▼
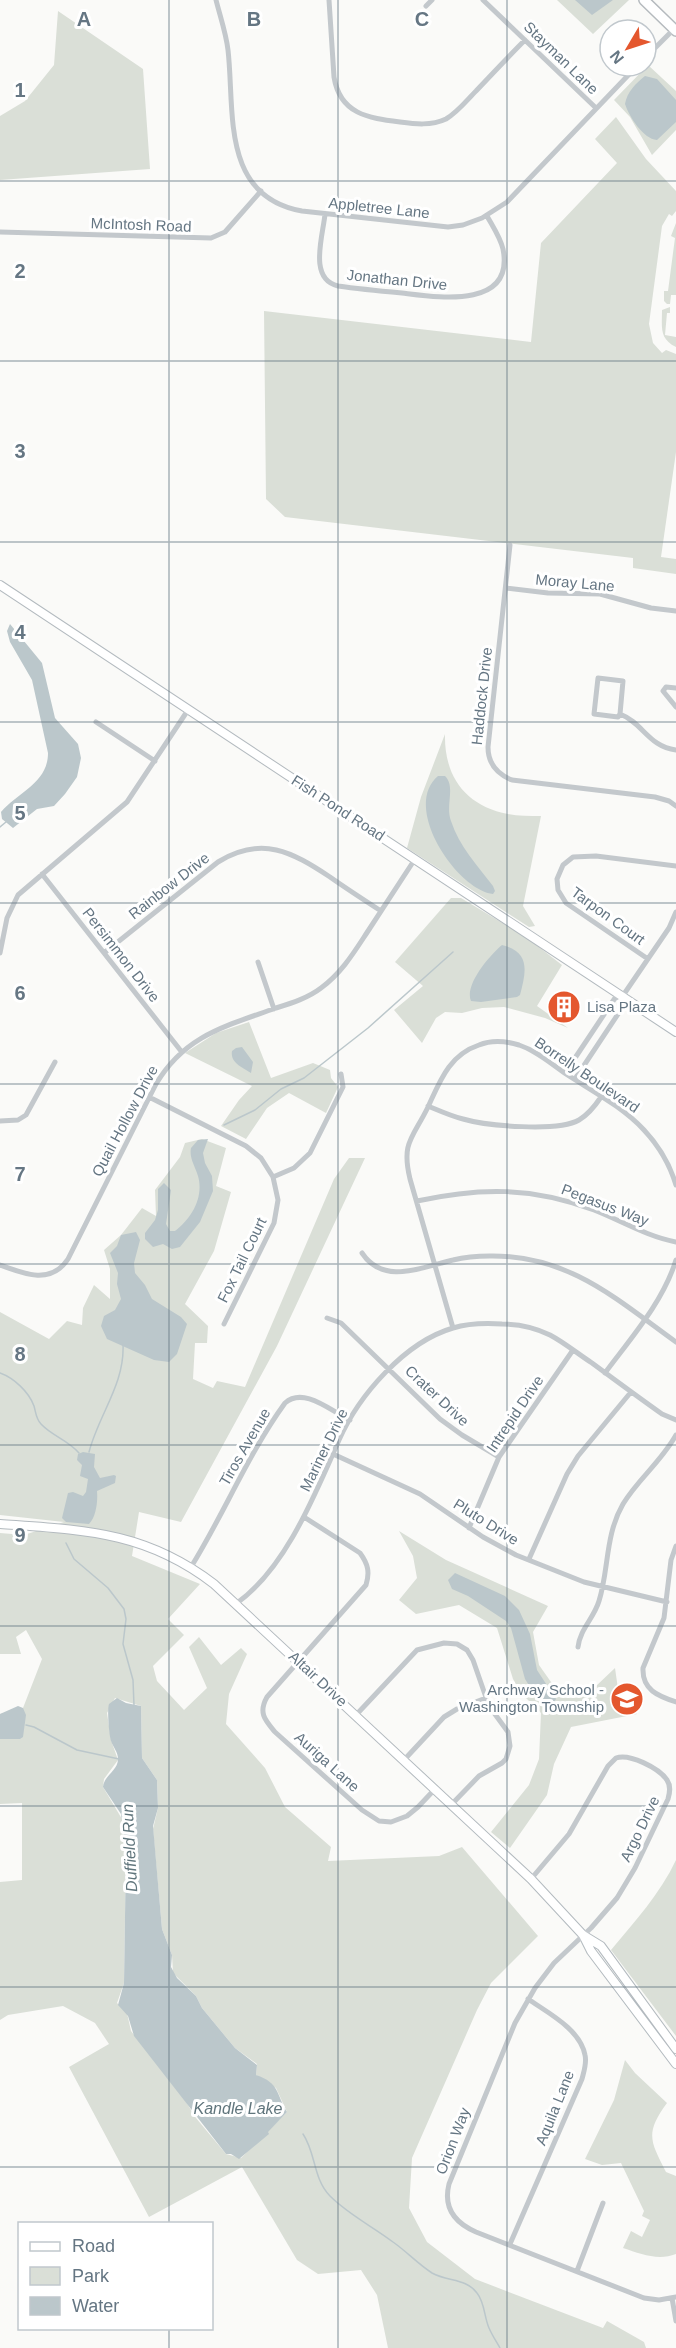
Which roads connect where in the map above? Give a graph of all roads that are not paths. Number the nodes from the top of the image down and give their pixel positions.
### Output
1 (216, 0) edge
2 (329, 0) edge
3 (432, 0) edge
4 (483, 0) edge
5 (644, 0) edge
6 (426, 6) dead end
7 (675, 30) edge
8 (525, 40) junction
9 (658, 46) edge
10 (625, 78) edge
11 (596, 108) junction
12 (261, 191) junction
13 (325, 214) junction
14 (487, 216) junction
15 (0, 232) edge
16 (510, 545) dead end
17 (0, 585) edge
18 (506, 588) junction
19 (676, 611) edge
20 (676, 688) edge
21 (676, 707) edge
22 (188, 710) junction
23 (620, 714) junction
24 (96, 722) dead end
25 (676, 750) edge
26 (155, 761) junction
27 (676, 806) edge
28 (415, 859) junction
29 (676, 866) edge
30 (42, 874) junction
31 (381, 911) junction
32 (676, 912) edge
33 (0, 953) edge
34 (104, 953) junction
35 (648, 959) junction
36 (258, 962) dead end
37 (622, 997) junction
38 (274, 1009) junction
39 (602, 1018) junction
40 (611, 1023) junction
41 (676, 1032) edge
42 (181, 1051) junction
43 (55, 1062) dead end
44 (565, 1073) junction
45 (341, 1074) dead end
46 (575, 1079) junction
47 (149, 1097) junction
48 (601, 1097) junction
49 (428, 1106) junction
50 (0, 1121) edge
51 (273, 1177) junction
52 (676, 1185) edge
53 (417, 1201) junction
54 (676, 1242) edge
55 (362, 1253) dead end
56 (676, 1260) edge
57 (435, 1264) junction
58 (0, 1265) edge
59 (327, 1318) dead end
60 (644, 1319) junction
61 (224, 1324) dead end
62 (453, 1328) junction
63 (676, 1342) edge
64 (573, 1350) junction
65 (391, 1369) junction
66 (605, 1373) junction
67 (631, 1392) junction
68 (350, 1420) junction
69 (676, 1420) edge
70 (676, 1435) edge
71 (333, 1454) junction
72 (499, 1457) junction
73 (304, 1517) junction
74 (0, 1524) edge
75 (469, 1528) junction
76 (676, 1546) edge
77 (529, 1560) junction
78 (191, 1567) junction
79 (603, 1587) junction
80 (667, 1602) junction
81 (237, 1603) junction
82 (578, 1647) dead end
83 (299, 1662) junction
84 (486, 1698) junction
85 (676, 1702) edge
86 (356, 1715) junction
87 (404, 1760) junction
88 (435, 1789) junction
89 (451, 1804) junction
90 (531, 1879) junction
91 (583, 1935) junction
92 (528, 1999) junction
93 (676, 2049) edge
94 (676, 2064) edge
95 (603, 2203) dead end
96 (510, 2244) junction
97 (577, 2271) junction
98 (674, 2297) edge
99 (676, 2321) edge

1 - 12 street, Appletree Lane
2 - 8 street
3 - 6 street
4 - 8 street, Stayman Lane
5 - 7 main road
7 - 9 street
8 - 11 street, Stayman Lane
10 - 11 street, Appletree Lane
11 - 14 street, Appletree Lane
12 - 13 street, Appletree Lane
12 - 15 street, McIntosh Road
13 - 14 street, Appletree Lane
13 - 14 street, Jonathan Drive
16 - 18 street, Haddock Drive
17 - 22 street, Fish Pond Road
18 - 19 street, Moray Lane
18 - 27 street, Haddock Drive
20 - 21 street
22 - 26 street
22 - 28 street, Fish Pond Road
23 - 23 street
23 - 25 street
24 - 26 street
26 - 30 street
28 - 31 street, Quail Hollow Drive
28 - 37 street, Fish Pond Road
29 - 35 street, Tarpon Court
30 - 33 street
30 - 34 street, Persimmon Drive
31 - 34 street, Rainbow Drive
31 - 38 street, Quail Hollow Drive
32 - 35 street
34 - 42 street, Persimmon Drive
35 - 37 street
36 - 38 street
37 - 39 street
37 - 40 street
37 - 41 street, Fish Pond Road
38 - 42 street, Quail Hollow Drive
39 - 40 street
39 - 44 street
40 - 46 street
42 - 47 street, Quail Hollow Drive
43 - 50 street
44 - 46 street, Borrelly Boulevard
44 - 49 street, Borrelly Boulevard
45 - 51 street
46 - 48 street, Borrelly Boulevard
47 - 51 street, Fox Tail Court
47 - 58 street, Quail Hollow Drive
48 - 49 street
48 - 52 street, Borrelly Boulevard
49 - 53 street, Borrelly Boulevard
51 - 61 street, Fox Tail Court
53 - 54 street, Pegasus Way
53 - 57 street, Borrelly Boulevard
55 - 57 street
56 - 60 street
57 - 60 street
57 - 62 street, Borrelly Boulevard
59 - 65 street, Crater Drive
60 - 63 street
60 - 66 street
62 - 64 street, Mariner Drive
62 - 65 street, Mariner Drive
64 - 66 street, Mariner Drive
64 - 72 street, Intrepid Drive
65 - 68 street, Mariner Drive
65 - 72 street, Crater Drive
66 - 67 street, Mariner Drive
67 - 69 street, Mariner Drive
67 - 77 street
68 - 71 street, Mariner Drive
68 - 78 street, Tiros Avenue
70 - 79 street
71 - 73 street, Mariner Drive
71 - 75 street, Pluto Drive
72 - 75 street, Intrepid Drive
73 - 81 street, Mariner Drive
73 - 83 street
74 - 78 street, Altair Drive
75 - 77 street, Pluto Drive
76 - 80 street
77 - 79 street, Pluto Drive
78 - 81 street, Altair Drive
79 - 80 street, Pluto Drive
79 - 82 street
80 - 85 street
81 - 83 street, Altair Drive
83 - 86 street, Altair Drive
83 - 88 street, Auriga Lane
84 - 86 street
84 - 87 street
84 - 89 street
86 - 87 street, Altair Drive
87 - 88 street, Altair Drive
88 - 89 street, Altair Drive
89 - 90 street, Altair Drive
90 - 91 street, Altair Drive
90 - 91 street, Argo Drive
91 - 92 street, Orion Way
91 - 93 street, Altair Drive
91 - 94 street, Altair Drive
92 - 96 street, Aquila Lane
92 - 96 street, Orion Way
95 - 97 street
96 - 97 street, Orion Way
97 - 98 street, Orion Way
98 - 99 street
▲
▼
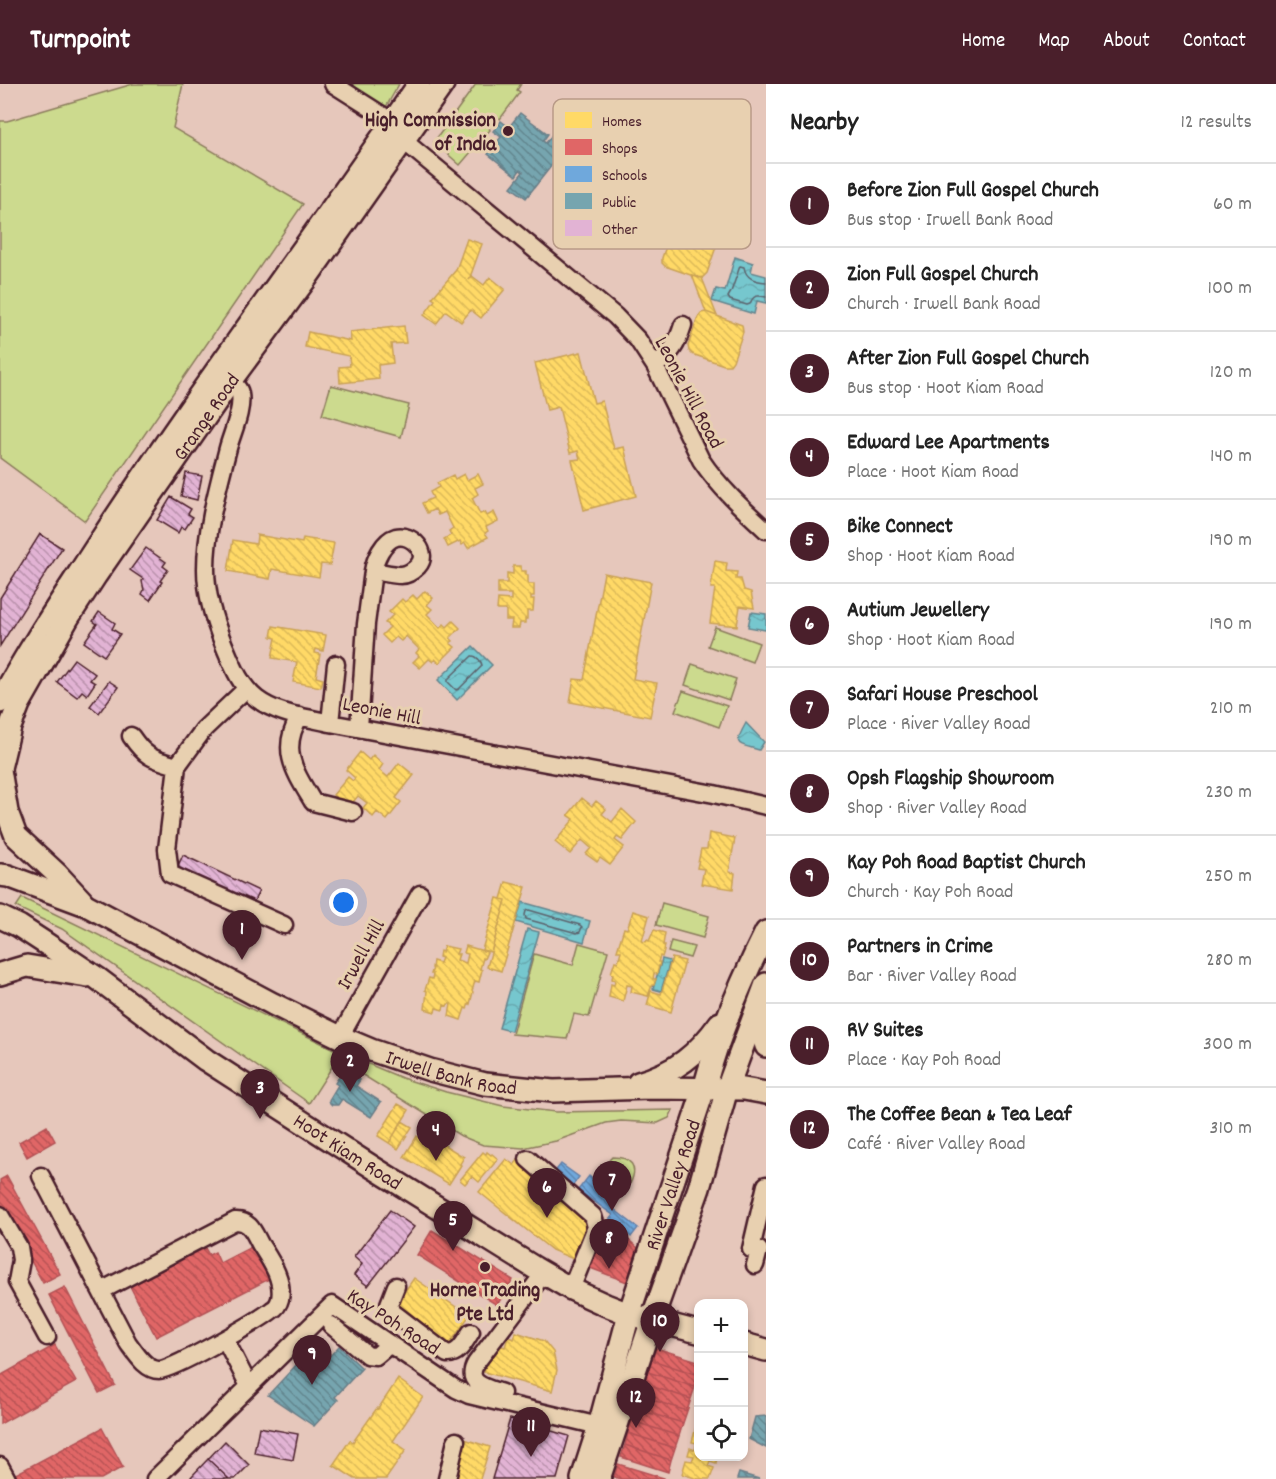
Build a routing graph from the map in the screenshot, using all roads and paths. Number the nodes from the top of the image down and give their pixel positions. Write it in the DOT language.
▲
Your objective: The records are given above. Copy each line in them that holds "nodes".

Task output:
Which roads connect where in the map above? Give a graph of all roads that are not paths. Number the nodes from the top of the image down and give their pixel positions.
Build a routing graph from the map in the screenshot, using all roads and paths. Number the nodes from the top of the image down and give their pixel positions. Write it in the DOT language.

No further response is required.